The votes on the nomination took place amid a frenzy of final activity as Congressmen rushed to end their lame-duck session and go home for Christmas. Among other things, Congress last week voted to provide public service jobs for the unemployed, to authorize $2.6 billion for foreign aid, to make Nixon's Watergate tapes and documents public property, and to increase penalties for antitrust violations. The lame-duck session had previously approved $800 million for aid to urban mass transit.

Respectable Record. Even allowing for the members' preoccupation with Nixon and Watergate for much of its tenure, the 93rd Congress amassed a respectable record and left behind durable achievements. They include:

> A war-powers law that prohibits a President from committing U.S. troops overseas for more than 60 days without the approval of Congress. Earlier, the House and Senate had voted to cut off funds for U.S. bombing of Cambodia and, in a more arguable intrusion in foreign policy, to suspend U.S. military and economic aid to Turkey because of that NATO ally's invasion of Cyprus. Pressure from vocal Greek Americans and irritation with the Turks for resuming poppy growing (a major source of illegal heroin flowing into the U.S.) led to the action, even though Ford warned Congress that the aid suspension would hinder U.S. efforts to resolve the Cyprus dispute.

> A system for financing presidential campaigns that provides up to $20 million in public funds for major candidates. Last week, however, Conservative Senator James Buckley and Liberal Democrat Eugene McCarthy, the former Minnesota Senator, announced that they would challenge the law's constitutionality in the courts because it discriminates against third parties.

> A joint congressional budget committee that gives the House and Senate better control over the budget and enables them to produce more responsible alternatives to the President's spending proposals. Congress also prohibited a President from refusing to spend funds that have been appropriated.

> Minimum standards for private pension funds, including an insurance system to guarantee 30 million workers that they will not lose their pensions because of bad management of assets.

> A four-year extension of federal aid to public elementary and secondary schools of more than $25 billion.

In addition, Congress authorized $2.3 billion to find new sources of energy, extended minimum-wage coverage to an estimated 10 million workers and gave citizens of the District of Columbia the right to elect local officials. In a break with bad precedent, the House and Senate enacted most appropriations legislation before Labor Day.

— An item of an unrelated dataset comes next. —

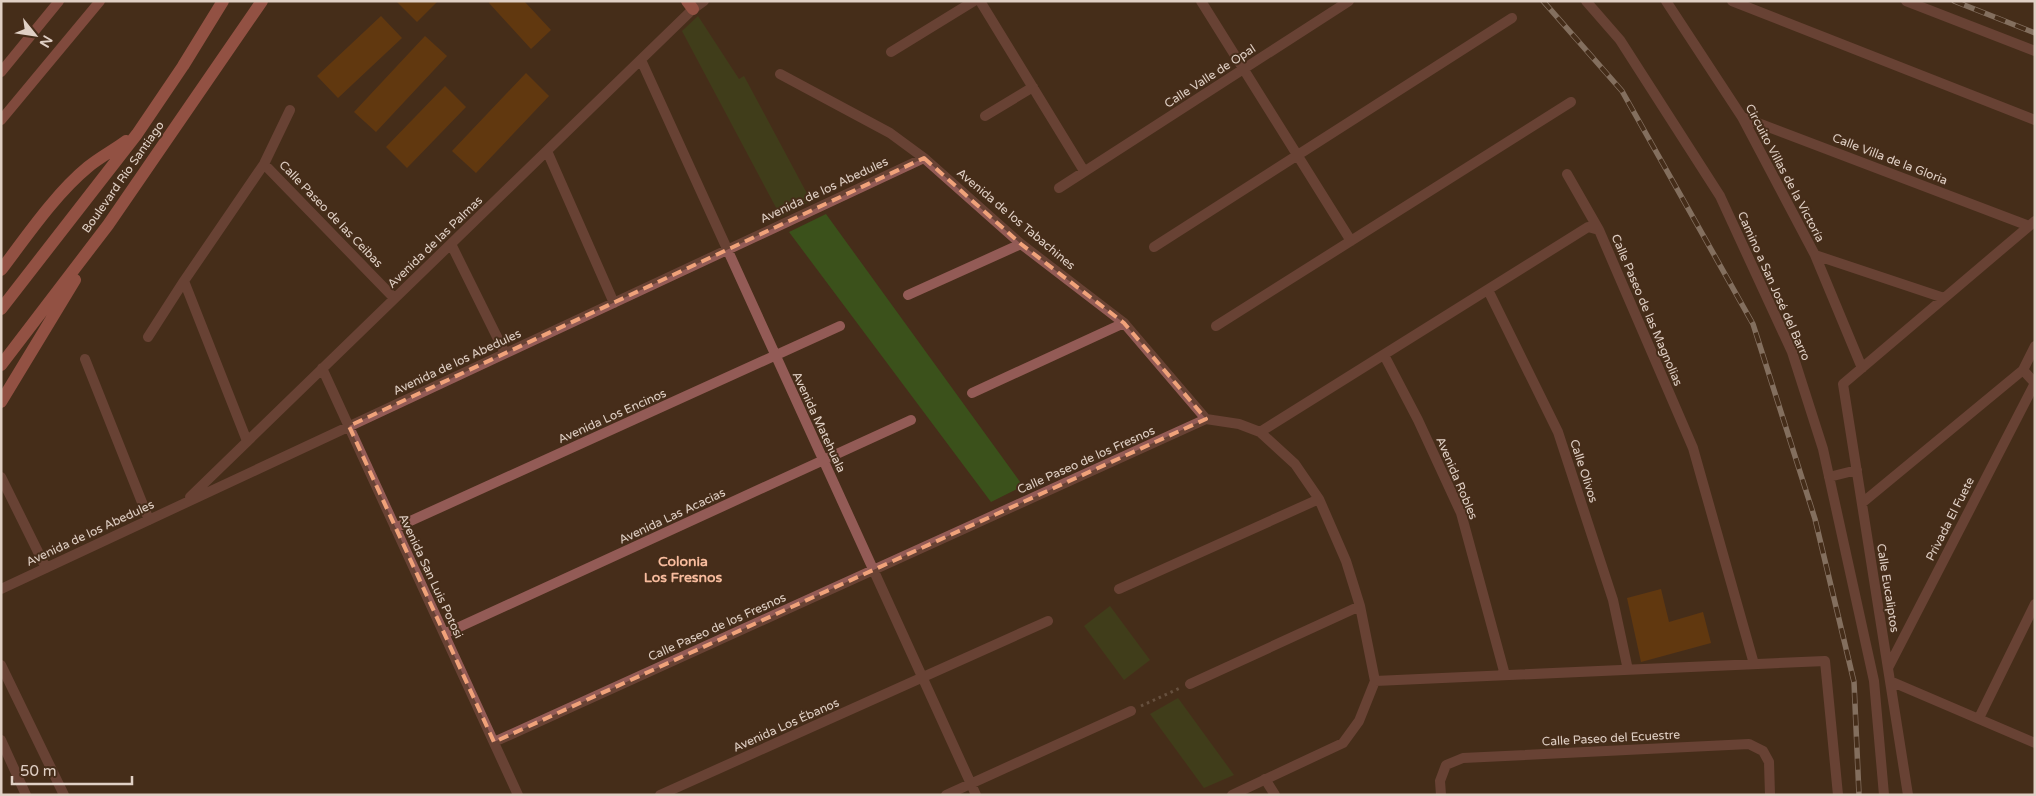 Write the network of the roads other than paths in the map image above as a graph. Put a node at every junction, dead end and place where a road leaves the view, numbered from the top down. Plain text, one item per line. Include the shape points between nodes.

For all the activity, the 93rd Congress ducked or postponed several crucial problems. Most important, it failed to deal effectively with inflation and recession. Democratic members roundly faulted Ford's economic program as inadequate, yet enacted no alternative. The President recommended spending cuts totaling $4.6 billion; Congress enacted none of them. Ford urged a one-year 5% income tax surcharge; Congress postponed until next year consideration of all major changes in income tax laws, including a bill that would end the oil-depletion allowance, raise taxes on oil-company profits and reduce the taxes paid by the average U.S. wage earner.

Similarly, Congress postponed acting on no-fault auto insurance, a consumer-protection agency, a national health-insurance program and measures to deal comprehensively with energy conservation. These matters will head the agenda when the 94th Congress--more Democratic, more liberal and expected to be more reform-minded--takes office next month.